#### Directions for this task
Give back all of the records underneath exactly, with no omissions.

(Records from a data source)
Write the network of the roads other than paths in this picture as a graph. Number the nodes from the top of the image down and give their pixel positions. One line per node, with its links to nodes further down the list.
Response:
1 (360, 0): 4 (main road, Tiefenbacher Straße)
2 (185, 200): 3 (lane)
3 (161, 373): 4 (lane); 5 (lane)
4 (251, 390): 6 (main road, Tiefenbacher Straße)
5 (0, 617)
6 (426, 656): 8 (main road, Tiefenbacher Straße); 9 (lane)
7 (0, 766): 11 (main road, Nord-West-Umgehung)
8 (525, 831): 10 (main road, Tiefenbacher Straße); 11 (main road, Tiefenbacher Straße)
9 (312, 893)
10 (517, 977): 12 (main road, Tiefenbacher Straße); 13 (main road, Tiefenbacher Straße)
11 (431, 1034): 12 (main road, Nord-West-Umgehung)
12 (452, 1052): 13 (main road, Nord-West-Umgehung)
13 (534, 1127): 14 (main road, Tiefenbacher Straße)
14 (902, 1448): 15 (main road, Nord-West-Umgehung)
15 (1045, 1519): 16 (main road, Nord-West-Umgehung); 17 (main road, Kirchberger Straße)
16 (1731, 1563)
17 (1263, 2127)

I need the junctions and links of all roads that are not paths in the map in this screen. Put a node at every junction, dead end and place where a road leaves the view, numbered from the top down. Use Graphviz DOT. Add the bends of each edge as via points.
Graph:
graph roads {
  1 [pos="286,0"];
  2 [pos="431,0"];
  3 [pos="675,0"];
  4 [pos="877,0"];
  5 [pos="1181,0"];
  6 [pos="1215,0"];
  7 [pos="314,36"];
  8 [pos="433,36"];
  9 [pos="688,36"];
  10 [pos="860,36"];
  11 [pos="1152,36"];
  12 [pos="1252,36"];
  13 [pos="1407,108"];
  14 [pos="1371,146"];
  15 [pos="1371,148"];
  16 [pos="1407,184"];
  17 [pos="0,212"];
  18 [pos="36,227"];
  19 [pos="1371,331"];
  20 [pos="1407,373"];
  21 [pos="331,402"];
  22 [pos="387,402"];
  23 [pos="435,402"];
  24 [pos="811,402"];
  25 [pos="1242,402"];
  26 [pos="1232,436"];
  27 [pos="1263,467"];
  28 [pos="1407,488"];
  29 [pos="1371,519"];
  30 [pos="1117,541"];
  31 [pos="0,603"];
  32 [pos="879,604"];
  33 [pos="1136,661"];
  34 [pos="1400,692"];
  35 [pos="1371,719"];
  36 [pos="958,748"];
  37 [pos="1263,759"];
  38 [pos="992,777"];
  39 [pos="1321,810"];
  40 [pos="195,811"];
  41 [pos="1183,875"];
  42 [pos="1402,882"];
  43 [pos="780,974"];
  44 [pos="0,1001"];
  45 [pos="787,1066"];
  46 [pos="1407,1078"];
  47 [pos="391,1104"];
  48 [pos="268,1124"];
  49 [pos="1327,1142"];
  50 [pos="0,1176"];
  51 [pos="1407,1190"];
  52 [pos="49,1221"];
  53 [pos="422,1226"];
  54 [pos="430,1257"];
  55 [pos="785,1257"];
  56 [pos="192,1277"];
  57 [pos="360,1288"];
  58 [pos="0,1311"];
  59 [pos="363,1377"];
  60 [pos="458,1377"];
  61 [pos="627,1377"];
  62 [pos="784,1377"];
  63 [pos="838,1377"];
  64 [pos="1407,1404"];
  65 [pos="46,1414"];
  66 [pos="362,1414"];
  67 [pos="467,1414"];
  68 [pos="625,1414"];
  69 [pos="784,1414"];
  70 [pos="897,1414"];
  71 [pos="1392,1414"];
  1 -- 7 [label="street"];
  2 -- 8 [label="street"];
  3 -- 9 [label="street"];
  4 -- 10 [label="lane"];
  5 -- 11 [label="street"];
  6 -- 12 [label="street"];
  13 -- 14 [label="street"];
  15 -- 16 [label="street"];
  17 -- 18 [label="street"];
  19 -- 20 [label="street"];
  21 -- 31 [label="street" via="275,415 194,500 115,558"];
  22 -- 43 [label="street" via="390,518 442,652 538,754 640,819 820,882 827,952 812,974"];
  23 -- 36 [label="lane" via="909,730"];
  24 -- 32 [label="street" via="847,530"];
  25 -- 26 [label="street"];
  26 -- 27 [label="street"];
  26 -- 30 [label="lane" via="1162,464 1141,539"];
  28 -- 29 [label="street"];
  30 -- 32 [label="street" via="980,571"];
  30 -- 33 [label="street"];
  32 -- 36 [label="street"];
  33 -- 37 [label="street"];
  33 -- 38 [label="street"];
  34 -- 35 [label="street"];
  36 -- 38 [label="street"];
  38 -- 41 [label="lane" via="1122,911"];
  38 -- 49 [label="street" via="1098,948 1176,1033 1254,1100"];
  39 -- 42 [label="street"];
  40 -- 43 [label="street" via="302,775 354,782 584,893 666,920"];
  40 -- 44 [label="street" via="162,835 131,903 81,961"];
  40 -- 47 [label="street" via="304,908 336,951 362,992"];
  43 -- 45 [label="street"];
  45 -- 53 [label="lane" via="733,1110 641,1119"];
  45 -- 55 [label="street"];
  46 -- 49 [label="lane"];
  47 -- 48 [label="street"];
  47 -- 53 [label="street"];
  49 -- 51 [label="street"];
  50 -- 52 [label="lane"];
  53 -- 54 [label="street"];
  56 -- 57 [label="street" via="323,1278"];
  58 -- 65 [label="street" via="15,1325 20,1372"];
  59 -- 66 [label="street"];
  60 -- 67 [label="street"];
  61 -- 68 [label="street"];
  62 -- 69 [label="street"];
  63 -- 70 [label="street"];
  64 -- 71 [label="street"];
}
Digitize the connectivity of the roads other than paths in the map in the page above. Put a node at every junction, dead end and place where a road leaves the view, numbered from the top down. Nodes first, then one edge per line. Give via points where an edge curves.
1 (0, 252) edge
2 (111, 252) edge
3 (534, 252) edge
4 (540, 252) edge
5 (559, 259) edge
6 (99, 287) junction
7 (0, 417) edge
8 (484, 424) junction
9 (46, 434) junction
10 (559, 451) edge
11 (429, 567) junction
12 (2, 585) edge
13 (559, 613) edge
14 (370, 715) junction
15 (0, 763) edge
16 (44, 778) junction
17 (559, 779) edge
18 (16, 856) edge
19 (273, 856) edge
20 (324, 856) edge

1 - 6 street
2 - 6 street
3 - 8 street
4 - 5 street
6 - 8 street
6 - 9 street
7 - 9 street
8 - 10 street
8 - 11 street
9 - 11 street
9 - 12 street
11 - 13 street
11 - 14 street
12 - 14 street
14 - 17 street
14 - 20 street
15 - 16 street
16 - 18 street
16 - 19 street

#### Response to this task
Write the network of the roads other than paths in this picture as a graph. Number the nodes from the top of the image down and give their pixel positions. One line per node, with its links to nodes further down the list.
Response:
1 (360, 0): 4 (main road, Tiefenbacher Straße)
2 (185, 200): 3 (lane)
3 (161, 373): 4 (lane); 5 (lane)
4 (251, 390): 6 (main road, Tiefenbacher Straße)
5 (0, 617)
6 (426, 656): 8 (main road, Tiefenbacher Straße); 9 (lane)
7 (0, 766): 11 (main road, Nord-West-Umgehung)
8 (525, 831): 10 (main road, Tiefenbacher Straße); 11 (main road, Tiefenbacher Straße)
9 (312, 893)
10 (517, 977): 12 (main road, Tiefenbacher Straße); 13 (main road, Tiefenbacher Straße)
11 (431, 1034): 12 (main road, Nord-West-Umgehung)
12 (452, 1052): 13 (main road, Nord-West-Umgehung)
13 (534, 1127): 14 (main road, Tiefenbacher Straße)
14 (902, 1448): 15 (main road, Nord-West-Umgehung)
15 (1045, 1519): 16 (main road, Nord-West-Umgehung); 17 (main road, Kirchberger Straße)
16 (1731, 1563)
17 (1263, 2127)

I need the junctions and links of all roads that are not paths in the map in this screen. Put a node at every junction, dead end and place where a road leaves the view, numbered from the top down. Use Graphviz DOT. Add the bends of each edge as via points.
Graph:
graph roads {
  1 [pos="286,0"];
  2 [pos="431,0"];
  3 [pos="675,0"];
  4 [pos="877,0"];
  5 [pos="1181,0"];
  6 [pos="1215,0"];
  7 [pos="314,36"];
  8 [pos="433,36"];
  9 [pos="688,36"];
  10 [pos="860,36"];
  11 [pos="1152,36"];
  12 [pos="1252,36"];
  13 [pos="1407,108"];
  14 [pos="1371,146"];
  15 [pos="1371,148"];
  16 [pos="1407,184"];
  17 [pos="0,212"];
  18 [pos="36,227"];
  19 [pos="1371,331"];
  20 [pos="1407,373"];
  21 [pos="331,402"];
  22 [pos="387,402"];
  23 [pos="435,402"];
  24 [pos="811,402"];
  25 [pos="1242,402"];
  26 [pos="1232,436"];
  27 [pos="1263,467"];
  28 [pos="1407,488"];
  29 [pos="1371,519"];
  30 [pos="1117,541"];
  31 [pos="0,603"];
  32 [pos="879,604"];
  33 [pos="1136,661"];
  34 [pos="1400,692"];
  35 [pos="1371,719"];
  36 [pos="958,748"];
  37 [pos="1263,759"];
  38 [pos="992,777"];
  39 [pos="1321,810"];
  40 [pos="195,811"];
  41 [pos="1183,875"];
  42 [pos="1402,882"];
  43 [pos="780,974"];
  44 [pos="0,1001"];
  45 [pos="787,1066"];
  46 [pos="1407,1078"];
  47 [pos="391,1104"];
  48 [pos="268,1124"];
  49 [pos="1327,1142"];
  50 [pos="0,1176"];
  51 [pos="1407,1190"];
  52 [pos="49,1221"];
  53 [pos="422,1226"];
  54 [pos="430,1257"];
  55 [pos="785,1257"];
  56 [pos="192,1277"];
  57 [pos="360,1288"];
  58 [pos="0,1311"];
  59 [pos="363,1377"];
  60 [pos="458,1377"];
  61 [pos="627,1377"];
  62 [pos="784,1377"];
  63 [pos="838,1377"];
  64 [pos="1407,1404"];
  65 [pos="46,1414"];
  66 [pos="362,1414"];
  67 [pos="467,1414"];
  68 [pos="625,1414"];
  69 [pos="784,1414"];
  70 [pos="897,1414"];
  71 [pos="1392,1414"];
  1 -- 7 [label="street"];
  2 -- 8 [label="street"];
  3 -- 9 [label="street"];
  4 -- 10 [label="lane"];
  5 -- 11 [label="street"];
  6 -- 12 [label="street"];
  13 -- 14 [label="street"];
  15 -- 16 [label="street"];
  17 -- 18 [label="street"];
  19 -- 20 [label="street"];
  21 -- 31 [label="street" via="275,415 194,500 115,558"];
  22 -- 43 [label="street" via="390,518 442,652 538,754 640,819 820,882 827,952 812,974"];
  23 -- 36 [label="lane" via="909,730"];
  24 -- 32 [label="street" via="847,530"];
  25 -- 26 [label="street"];
  26 -- 27 [label="street"];
  26 -- 30 [label="lane" via="1162,464 1141,539"];
  28 -- 29 [label="street"];
  30 -- 32 [label="street" via="980,571"];
  30 -- 33 [label="street"];
  32 -- 36 [label="street"];
  33 -- 37 [label="street"];
  33 -- 38 [label="street"];
  34 -- 35 [label="street"];
  36 -- 38 [label="street"];
  38 -- 41 [label="lane" via="1122,911"];
  38 -- 49 [label="street" via="1098,948 1176,1033 1254,1100"];
  39 -- 42 [label="street"];
  40 -- 43 [label="street" via="302,775 354,782 584,893 666,920"];
  40 -- 44 [label="street" via="162,835 131,903 81,961"];
  40 -- 47 [label="street" via="304,908 336,951 362,992"];
  43 -- 45 [label="street"];
  45 -- 53 [label="lane" via="733,1110 641,1119"];
  45 -- 55 [label="street"];
  46 -- 49 [label="lane"];
  47 -- 48 [label="street"];
  47 -- 53 [label="street"];
  49 -- 51 [label="street"];
  50 -- 52 [label="lane"];
  53 -- 54 [label="street"];
  56 -- 57 [label="street" via="323,1278"];
  58 -- 65 [label="street" via="15,1325 20,1372"];
  59 -- 66 [label="street"];
  60 -- 67 [label="street"];
  61 -- 68 [label="street"];
  62 -- 69 [label="street"];
  63 -- 70 [label="street"];
  64 -- 71 [label="street"];
}
Digitize the connectivity of the roads other than paths in the map in the page above. Put a node at every junction, dead end and place where a road leaves the view, numbered from the top down. Nodes first, then one edge per line. Give via points where an edge curves.
1 (0, 252) edge
2 (111, 252) edge
3 (534, 252) edge
4 (540, 252) edge
5 (559, 259) edge
6 (99, 287) junction
7 (0, 417) edge
8 (484, 424) junction
9 (46, 434) junction
10 (559, 451) edge
11 (429, 567) junction
12 (2, 585) edge
13 (559, 613) edge
14 (370, 715) junction
15 (0, 763) edge
16 (44, 778) junction
17 (559, 779) edge
18 (16, 856) edge
19 (273, 856) edge
20 (324, 856) edge

1 - 6 street
2 - 6 street
3 - 8 street
4 - 5 street
6 - 8 street
6 - 9 street
7 - 9 street
8 - 10 street
8 - 11 street
9 - 11 street
9 - 12 street
11 - 13 street
11 - 14 street
12 - 14 street
14 - 17 street
14 - 20 street
15 - 16 street
16 - 18 street
16 - 19 street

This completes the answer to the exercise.